2016 Interview of former Councilmember Jeff Lalloway on Great Park Museums, Amphitheatre, AQMD, Audit, Great Park Board, and More!
Watch the interview hERE
It’s #TBT!
Last week we shared former Mayor Beth Krom’s interview with Rick Reiff. To provide another perspective, here is former Councilmember Jeff Lalloway’s 2016 Inside OC interview who shared his thoughts on the Great Park including museums, the Great Park audit, along with Southern California Air Quality Management District (AQMD). Fivepoint, the developer for the Great Park, was a sponsor for this PBS program.
Here are some excerpts:
“Couple years ago we approved a major plan to develop 688 acres and that is going to be opening, start to open part of it, in the fall. Eventually when it’s completed, 24 soccer fields, 25 tennis courts, 12 baseball and softball fields for kids, we’re going to have some mountain bike trails, some wooded areas for hiking — there’s going to be a whole lot of different things in there. The most exciting thing, frankly, for me because I’m a hockey fan, is the fact that the Ducks are going to build 4 ice rinks at the Great Park, one of which will be their practice facility.”

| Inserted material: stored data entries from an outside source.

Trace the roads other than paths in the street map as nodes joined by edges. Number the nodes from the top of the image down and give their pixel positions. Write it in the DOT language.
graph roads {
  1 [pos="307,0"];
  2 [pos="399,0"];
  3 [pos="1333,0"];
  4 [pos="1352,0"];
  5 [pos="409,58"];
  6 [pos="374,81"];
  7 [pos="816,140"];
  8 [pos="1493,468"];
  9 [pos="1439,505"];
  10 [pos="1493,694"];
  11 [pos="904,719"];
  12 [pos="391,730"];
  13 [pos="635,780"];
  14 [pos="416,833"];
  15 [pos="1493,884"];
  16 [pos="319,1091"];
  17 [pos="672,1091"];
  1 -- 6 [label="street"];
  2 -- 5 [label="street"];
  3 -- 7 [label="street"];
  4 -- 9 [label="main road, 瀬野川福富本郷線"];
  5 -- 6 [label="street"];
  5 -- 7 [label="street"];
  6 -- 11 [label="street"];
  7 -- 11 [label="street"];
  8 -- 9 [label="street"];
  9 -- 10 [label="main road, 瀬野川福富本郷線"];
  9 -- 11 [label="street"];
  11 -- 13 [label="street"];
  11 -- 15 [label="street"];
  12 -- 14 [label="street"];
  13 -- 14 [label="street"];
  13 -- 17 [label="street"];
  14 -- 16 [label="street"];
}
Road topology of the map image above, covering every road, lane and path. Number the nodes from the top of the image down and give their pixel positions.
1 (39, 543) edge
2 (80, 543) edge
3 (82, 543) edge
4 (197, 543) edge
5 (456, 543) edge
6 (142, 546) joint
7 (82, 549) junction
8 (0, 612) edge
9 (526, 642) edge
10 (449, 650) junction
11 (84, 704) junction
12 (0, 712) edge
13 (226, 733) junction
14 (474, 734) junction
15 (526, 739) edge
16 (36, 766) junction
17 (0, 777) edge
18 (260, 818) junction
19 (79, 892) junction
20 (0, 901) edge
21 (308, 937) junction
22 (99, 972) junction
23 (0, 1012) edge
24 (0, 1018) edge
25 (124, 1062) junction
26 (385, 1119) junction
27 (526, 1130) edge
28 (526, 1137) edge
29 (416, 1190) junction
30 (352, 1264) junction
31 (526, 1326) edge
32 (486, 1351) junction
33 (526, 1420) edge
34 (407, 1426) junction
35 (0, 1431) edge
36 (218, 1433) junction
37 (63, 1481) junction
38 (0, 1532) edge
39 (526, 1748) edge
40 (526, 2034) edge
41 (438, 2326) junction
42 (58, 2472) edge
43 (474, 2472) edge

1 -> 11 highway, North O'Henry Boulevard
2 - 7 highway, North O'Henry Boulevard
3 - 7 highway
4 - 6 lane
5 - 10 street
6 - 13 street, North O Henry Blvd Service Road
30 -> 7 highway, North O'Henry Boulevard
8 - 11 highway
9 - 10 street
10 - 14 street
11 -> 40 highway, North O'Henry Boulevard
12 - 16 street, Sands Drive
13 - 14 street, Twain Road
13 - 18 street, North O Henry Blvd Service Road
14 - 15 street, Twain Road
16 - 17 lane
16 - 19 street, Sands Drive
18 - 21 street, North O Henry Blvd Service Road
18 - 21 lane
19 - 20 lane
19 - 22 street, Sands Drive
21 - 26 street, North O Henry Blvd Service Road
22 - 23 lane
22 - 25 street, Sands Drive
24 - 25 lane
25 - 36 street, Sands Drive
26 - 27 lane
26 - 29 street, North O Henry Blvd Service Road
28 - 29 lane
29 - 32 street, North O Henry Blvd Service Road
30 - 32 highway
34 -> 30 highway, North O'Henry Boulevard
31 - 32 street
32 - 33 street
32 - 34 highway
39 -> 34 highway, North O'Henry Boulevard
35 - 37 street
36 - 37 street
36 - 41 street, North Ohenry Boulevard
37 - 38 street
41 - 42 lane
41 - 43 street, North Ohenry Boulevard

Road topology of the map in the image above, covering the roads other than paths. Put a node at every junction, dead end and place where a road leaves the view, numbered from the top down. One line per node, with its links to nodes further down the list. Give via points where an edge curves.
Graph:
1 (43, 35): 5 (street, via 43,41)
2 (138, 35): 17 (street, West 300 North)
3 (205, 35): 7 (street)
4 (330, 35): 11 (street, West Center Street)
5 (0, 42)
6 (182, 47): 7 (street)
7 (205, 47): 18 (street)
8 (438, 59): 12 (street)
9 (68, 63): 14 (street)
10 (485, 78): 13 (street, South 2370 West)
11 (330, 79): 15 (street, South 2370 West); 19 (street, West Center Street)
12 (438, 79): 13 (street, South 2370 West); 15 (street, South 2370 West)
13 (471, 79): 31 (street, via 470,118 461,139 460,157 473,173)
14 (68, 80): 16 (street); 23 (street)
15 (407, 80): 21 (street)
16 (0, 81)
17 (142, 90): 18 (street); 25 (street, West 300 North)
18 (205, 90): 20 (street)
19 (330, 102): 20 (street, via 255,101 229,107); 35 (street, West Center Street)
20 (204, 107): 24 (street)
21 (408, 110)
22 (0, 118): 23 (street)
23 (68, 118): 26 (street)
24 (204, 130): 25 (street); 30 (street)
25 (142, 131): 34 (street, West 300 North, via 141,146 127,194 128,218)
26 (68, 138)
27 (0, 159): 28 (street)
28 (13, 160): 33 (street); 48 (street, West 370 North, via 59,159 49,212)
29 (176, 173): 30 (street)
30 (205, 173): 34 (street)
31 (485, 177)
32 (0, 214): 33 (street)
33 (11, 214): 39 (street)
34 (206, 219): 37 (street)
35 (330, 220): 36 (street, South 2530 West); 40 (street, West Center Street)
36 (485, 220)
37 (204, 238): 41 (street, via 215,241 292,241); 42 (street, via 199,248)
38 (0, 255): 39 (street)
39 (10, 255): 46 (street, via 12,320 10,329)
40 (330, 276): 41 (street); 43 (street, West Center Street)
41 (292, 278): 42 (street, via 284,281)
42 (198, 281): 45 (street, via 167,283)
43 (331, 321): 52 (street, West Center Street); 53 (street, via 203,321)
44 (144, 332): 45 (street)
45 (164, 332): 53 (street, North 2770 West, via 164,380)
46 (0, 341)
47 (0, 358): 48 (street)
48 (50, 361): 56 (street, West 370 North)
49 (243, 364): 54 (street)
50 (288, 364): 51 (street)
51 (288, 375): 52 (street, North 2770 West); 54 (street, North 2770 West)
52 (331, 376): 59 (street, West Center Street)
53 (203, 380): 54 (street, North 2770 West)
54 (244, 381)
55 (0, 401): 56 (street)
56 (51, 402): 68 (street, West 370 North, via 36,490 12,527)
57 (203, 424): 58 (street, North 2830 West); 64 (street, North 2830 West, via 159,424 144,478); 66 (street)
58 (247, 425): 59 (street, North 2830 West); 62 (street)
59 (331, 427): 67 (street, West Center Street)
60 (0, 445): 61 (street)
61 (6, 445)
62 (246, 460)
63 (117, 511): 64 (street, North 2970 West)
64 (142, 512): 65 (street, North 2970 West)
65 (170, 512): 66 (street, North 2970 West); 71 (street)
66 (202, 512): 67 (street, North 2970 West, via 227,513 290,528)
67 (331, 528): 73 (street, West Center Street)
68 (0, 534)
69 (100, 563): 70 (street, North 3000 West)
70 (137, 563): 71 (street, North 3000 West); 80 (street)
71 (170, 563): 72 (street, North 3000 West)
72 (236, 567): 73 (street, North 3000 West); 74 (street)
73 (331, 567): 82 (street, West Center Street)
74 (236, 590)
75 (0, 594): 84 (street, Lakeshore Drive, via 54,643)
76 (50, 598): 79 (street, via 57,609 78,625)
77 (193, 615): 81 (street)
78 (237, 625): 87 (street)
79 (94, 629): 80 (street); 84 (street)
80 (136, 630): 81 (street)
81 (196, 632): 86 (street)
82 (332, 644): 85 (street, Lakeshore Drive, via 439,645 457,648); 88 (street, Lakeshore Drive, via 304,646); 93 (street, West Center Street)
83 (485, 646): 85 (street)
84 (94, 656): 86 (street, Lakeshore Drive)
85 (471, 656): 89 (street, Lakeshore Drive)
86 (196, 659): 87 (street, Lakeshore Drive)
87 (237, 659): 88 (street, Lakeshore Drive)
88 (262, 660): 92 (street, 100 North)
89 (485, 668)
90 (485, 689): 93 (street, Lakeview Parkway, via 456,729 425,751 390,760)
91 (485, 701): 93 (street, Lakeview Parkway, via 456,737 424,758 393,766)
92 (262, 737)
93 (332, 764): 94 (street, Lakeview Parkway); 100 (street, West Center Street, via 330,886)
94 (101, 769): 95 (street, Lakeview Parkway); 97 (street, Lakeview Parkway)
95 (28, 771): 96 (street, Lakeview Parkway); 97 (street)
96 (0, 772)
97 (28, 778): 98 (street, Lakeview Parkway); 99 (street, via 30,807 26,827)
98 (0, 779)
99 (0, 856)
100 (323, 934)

“FivePoint Communities is going to be developing homes around the Great Park, that was always the plan. And with that there’s commercial and there’s going to be retail which will be opening very soon, so it’s going to be basically another community in the city of Irvine. We have these hubs and spokes basically that the Irvine Company has built for years, beautiful communities, and we’re going to have another one at the Great Park.
(3:40)
Reiff: There had been a lot of talk one time about museums and things like that. Is that ever going to happen?
Lalloway: Yes. We’re planning that right now, that’s the next phase which is the last 500 acres of the Park. We’re planning what it should be and what it will be. Part of it will be a museum. Part of it will be an amphitheater. As you may know the Verizon Amphitheatre will be closing I believe next year. We want to transition it over to the Great Park with a brand new, state of the art facility so there’s a lot of things on the table. We have to get past, frankly, what the county is doing. The County of Orange is holding up many of our plans for developing further. We have difficulty developing the amphitheater for example because the county wants to develop on the 100 acres that they own at the Great Park. The development that I compare – the city of Manhattan on 100 acres. 22000 units, million square feet of commercial. It would be packed. And it prevents us from moving forward with planning the amphitheater, specifically, at the Great Park.
“I will suggest to you that the park should be that, a park, and not a place where residential is built. That was always the idea when El Toro was closed, that it would be a park, that’s what people voted on, and not to be a residential community right on top of, by the county.”
(5:09) Discussion of the Great Park audit
“All of us on the City Council, we heard from our constituents, “where did the money go?” “How do you spend $250 million and have what we have out there? Where did it go?” And we definitively told the public through the audit where that money went. It was poorly spent, it was mismanaged. Was any of it stolen? No. It’s all there. But it was through bad decisions made.”
[Correction] Reiff made the following misstatement:
“There were people from outside of Irvine who sat on the Board. The aforementioned Larry Agran decided that it should be brought within the city so only the Council control it.”
However, Larry Agran and Beth Krom were the two Councilmembers who did not want to remove the four at-large Great Park Board members. Here is the 2013 vote:
(11:47) Discussion of the South Coast Air Quality Management District (AQMD)
Listening to this 2016 interview and then fast-forwarding to present day, what are your thoughts?
1 Comments
Woofy
October 7, 2021 at 12:54 pmThis video does a better job explaining the name change than city council. Sounds like there was a conflict between OC and Irvine around housing at the Great Park. Lalloway says “FivePoint Communities is going to be developing homes around the Great Park, that was always the plan.” OC was apparently making that difficult? Were they making other negotiations difficult?